In my current context, there could be data in my database that does not fully conform to the target type provided to the reader. And I would like to make use of the faultTolerant method to skip these dirty data.

type provided to MongoItemReader

public record Animal (
  String name,
  Animal animal
) {}


public enum Animal {
   CAT,
   DOG;
}

Repo class


@Repository
@RequiredArgsConstructor
public class PetRepo {

    private final MongoTemplate mongoTemplate;

    public MongoItemReader<PetDomain> petReader() {

        Map<String, Sort.Direction> sorts = new HashMap<>();

        Query query = new Query();

        var reader = new MongoItemReaderBuilder<PetDomain>()
                .name("petReader")
                .collection("pet")
                .pageSize(500)
                .template(mongoTemplate)
                .targetType(PetDomain.class)
                .sorts(sorts)
                .query(query)
                .build();

        return reader;
    }

}


E.g. dirty data from mongodb

{
  name: "Bingo",
  animal: "CAT2" // Does not conform to enum provided
}

However, due to the way doPageRead utilizes MongoOperations to retrieve data as a list instead of a stream, it is unable to serialize to the type as long as there is dirty data.
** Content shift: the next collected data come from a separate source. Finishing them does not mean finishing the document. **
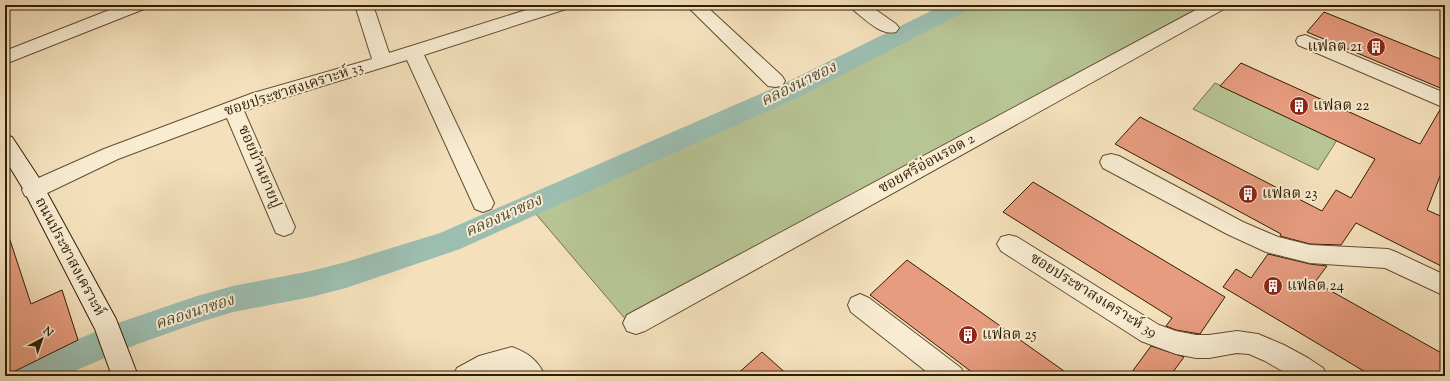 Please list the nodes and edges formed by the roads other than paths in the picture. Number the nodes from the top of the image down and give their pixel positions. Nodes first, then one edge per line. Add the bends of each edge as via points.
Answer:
1 (138, 5) edge
2 (364, 5) edge
3 (560, 5) edge
4 (695, 5) edge
5 (858, 5) edge
6 (1218, 5) edge
7 (890, 28) dead end
8 (1305, 41) dead end
9 (413, 52) junction
10 (5, 58) edge
11 (382, 62) junction
12 (775, 81) dead end
13 (1445, 102) edge
14 (233, 108) junction
15 (5, 142) edge
16 (1111, 162) dead end
17 (33, 190) junction
18 (483, 202) dead end
19 (284, 227) dead end
20 (1009, 244) dead end
21 (1445, 286) edge
22 (860, 305) dead end
23 (636, 323) dead end
24 (125, 376) edge
25 (466, 376) edge
26 (532, 376) edge
27 (952, 376) edge
28 (1314, 376) edge

1 - 10 street
2 - 11 street
3 - 9 street, ซอยประชาสงเคราะห์ 33
4 - 12 street
5 - 7 street
6 - 23 street, ซอยศรีอ่อนรอด 2
8 - 13 street
9 - 11 street, ซอยประชาสงเคราะห์ 33
9 - 18 street
11 - 14 street, ซอยประชาสงเคราะห์ 33
14 - 17 street, ซอยประชาสงเคราะห์ 33 via 111,154
14 - 19 street, ซอยบ้านยายปู
15 - 17 street, ถนนประชาสงเคราะห์
16 - 21 street via 1235,228 1274,244 1310,254 1388,259
17 - 24 street, ถนนประชาสงเคราะห์ via 107,327
20 - 28 street, ซอยประชาสงเคราะห์ 39 via 1150,333 1176,344 1204,347 1224,342 1248,342 1277,353
22 - 27 street
25 - 26 street via 488,364 512,359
So to be able to iterate through the iterator, I have to override the entire doPageRead method just to change the MongoOperation method from find to stream

protected Iterator<T> doPageRead() {
	if (queryString != null) {
		Pageable pageRequest = PageRequest.of(page, pageSize, sort);

		String populatedQuery = replacePlaceholders(queryString, parameterValues);

		Query mongoQuery;

		if (StringUtils.hasText(fields)) {
			mongoQuery = new BasicQuery(populatedQuery, fields);
		}
		else {
			mongoQuery = new BasicQuery(populatedQuery);
		}

		mongoQuery.with(pageRequest);

		if (StringUtils.hasText(hint)) {
			mongoQuery.withHint(hint);
		}

		if (StringUtils.hasText(collection)) {
			// return (Iterator<T>) template.find(mongoQuery, type, collection).iterator();
			return (Iterator<T>) template.stream(mongoQuery, type, collection).iterator();

		}
		else {
			// return (Iterator<T>) template.find(mongoQuery, type).iterator();
			return (Iterator<T>) template.stream(mongoQuery, type).iterator();

		}

	}
	else {
		Pageable pageRequest = PageRequest.of(page, pageSize);
		query.with(pageRequest);

		if (StringUtils.hasText(collection)) {
			// return (Iterator<T>) template.find(query, type, collection).iterator();
			return (Iterator<T>) template.stream(query, type, collection).iterator();
		}
		else {
			// return (Iterator<T>) template.find(query, type).iterator();
			return (Iterator<T>) template.stream(query, type).iterator();
		}
	}
}

I was wondering if its actually better to utilize stream instead as find prevents the iterator from iterating if a document from the database does not conform to the class type provided.

Environment

  • JDK 17
  • spring batch 5.0.3

Expected behavior

If theres non conforming data from the database to the type specified in MongoItemReader, it should be able to move on to the next item in the iterator.